## Requirement
What are the lines from the top of the entries through the one with "I need the junctions"? Write them out exactly, with no pictures.

## Given records
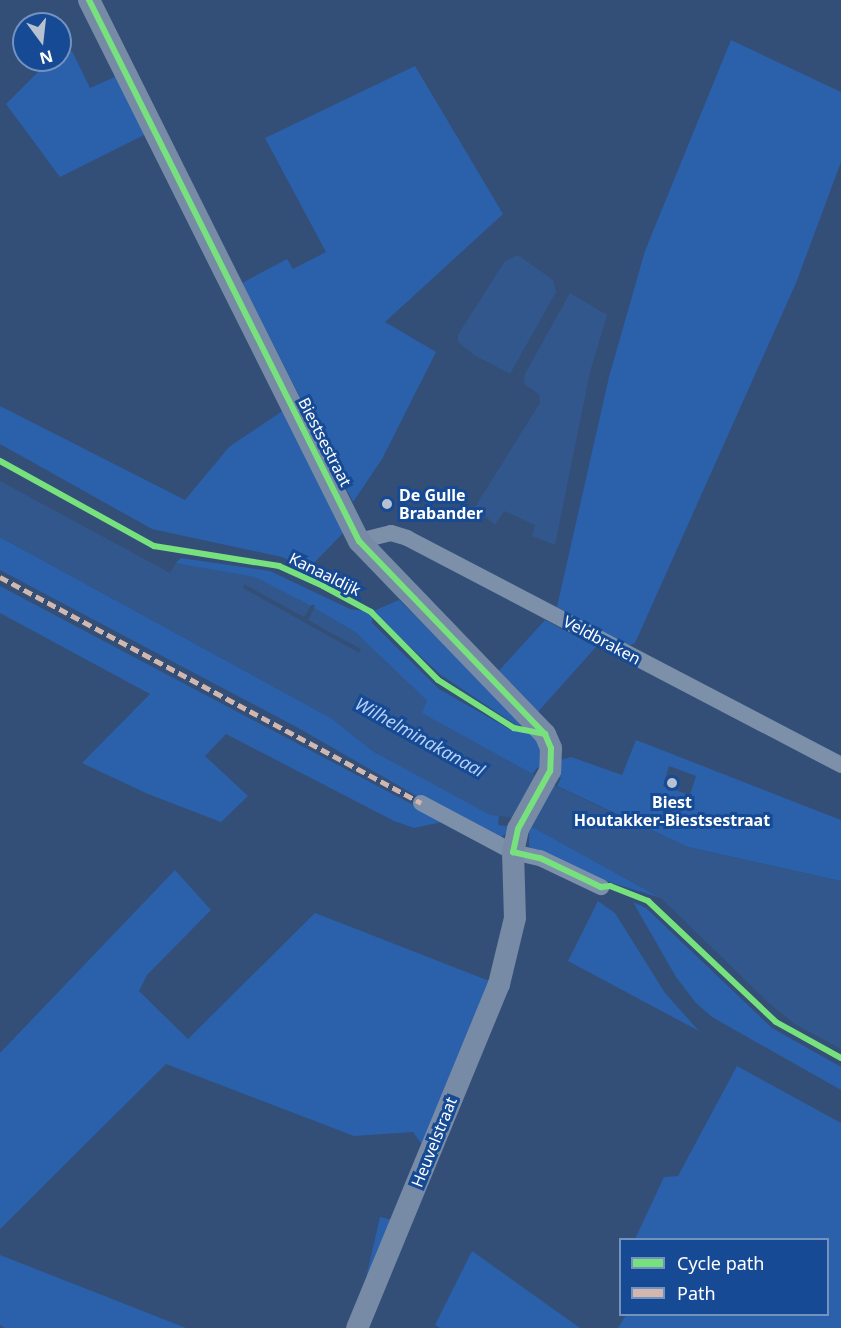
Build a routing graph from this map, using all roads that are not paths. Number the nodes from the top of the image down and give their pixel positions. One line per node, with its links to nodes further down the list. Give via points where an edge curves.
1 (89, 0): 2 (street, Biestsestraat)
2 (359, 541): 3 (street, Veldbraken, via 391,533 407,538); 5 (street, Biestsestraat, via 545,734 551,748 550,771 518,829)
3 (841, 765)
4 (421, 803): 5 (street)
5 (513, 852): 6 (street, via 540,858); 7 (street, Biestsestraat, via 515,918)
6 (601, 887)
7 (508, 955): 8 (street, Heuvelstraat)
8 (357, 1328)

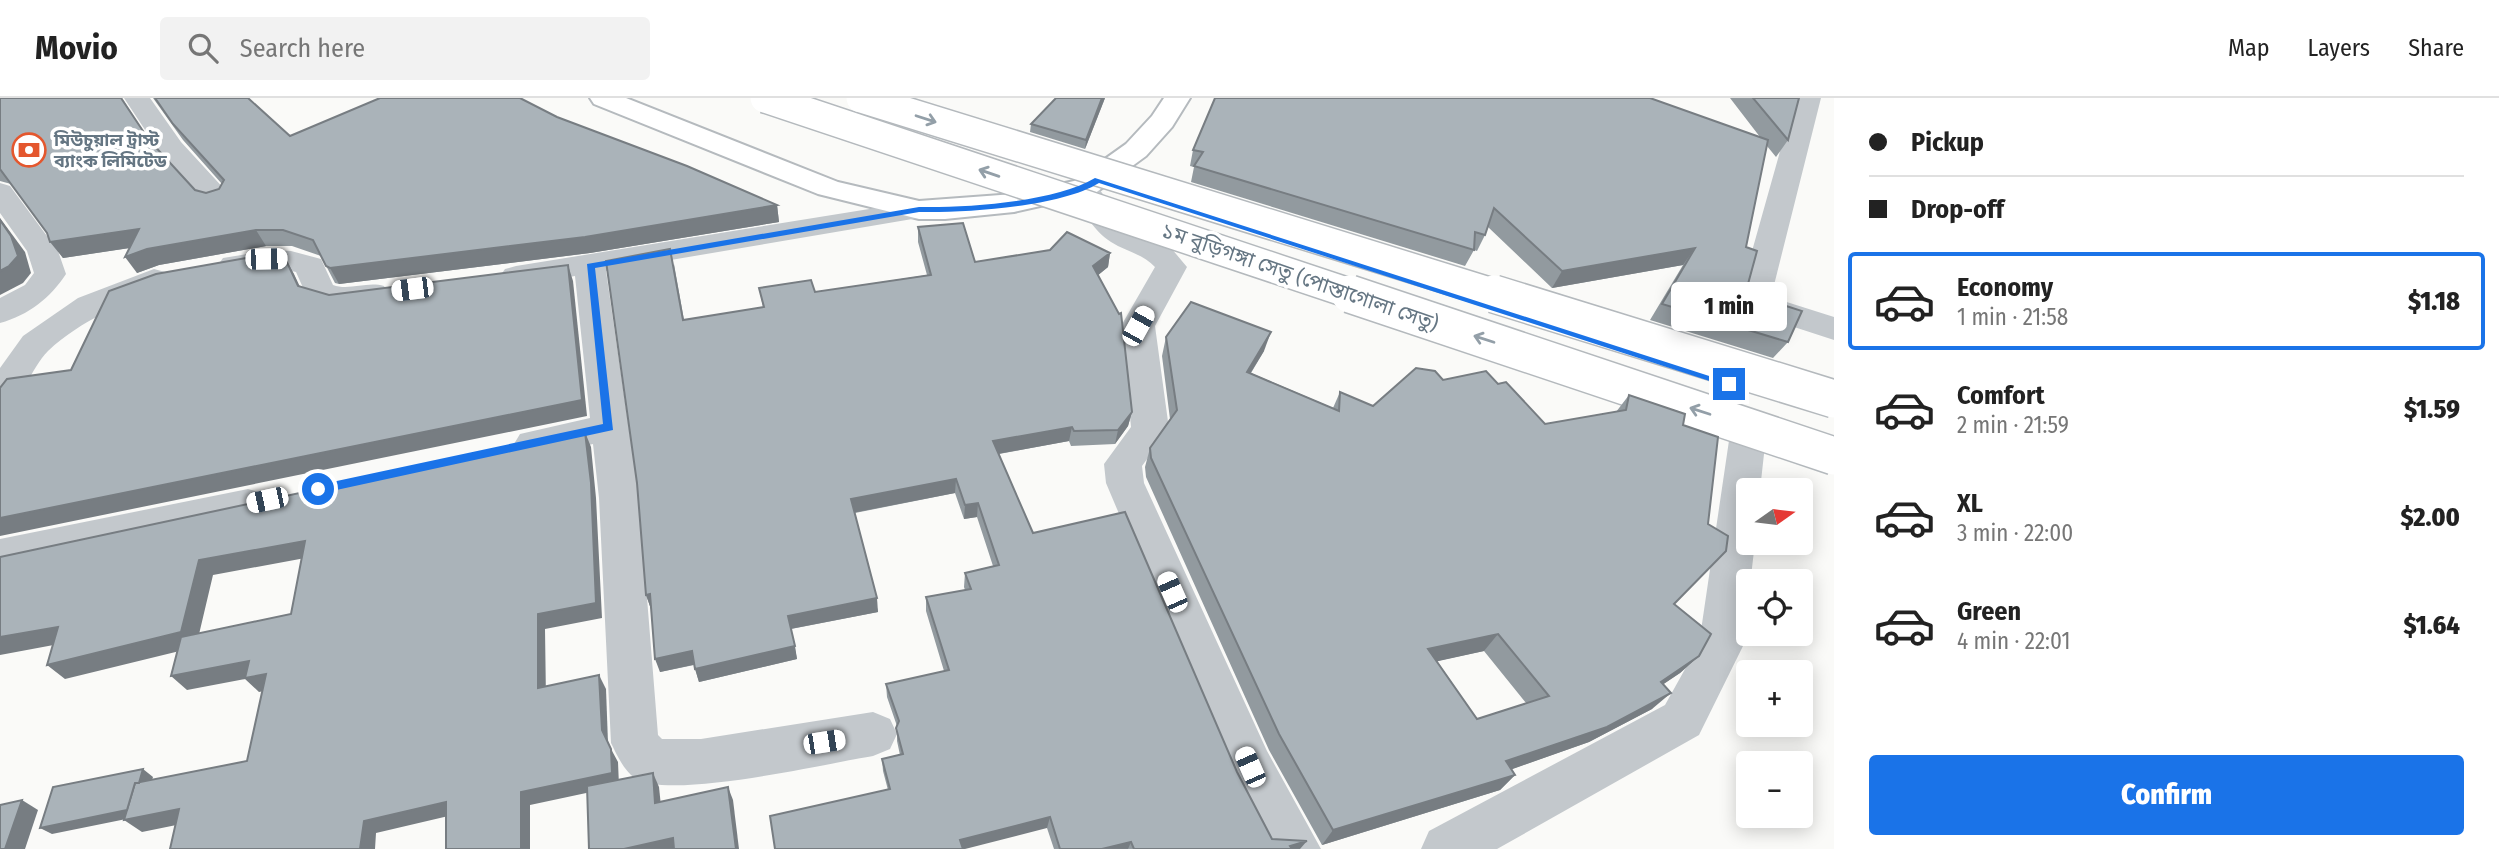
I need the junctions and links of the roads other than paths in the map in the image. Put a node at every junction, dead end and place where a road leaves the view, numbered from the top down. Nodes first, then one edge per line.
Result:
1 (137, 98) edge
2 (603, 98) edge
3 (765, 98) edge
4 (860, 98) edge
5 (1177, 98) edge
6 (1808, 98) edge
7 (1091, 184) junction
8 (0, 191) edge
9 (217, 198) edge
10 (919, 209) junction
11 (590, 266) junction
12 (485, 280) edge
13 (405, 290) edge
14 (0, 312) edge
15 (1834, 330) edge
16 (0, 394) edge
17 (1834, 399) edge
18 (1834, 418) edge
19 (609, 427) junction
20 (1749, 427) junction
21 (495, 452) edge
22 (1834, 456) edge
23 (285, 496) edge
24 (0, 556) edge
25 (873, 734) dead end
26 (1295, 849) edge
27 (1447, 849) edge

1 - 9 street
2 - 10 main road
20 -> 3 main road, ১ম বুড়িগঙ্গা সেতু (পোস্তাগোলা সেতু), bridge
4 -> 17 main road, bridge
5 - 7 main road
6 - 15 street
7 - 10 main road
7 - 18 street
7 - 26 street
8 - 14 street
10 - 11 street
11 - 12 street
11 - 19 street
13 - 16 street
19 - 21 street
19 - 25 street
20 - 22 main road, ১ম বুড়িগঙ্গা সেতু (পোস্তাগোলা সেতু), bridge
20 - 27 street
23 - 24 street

## Answer area
Build a routing graph from this map, using all roads that are not paths. Number the nodes from the top of the image down and give their pixel positions. One line per node, with its links to nodes further down the list. Give via points where an edge curves.
1 (89, 0): 2 (street, Biestsestraat)
2 (359, 541): 3 (street, Veldbraken, via 391,533 407,538); 5 (street, Biestsestraat, via 545,734 551,748 550,771 518,829)
3 (841, 765)
4 (421, 803): 5 (street)
5 (513, 852): 6 (street, via 540,858); 7 (street, Biestsestraat, via 515,918)
6 (601, 887)
7 (508, 955): 8 (street, Heuvelstraat)
8 (357, 1328)

I need the junctions and links of the roads other than paths in the map in the image. Put a node at every junction, dead end and place where a road leaves the view, numbered from the top down. Nodes first, then one edge per line.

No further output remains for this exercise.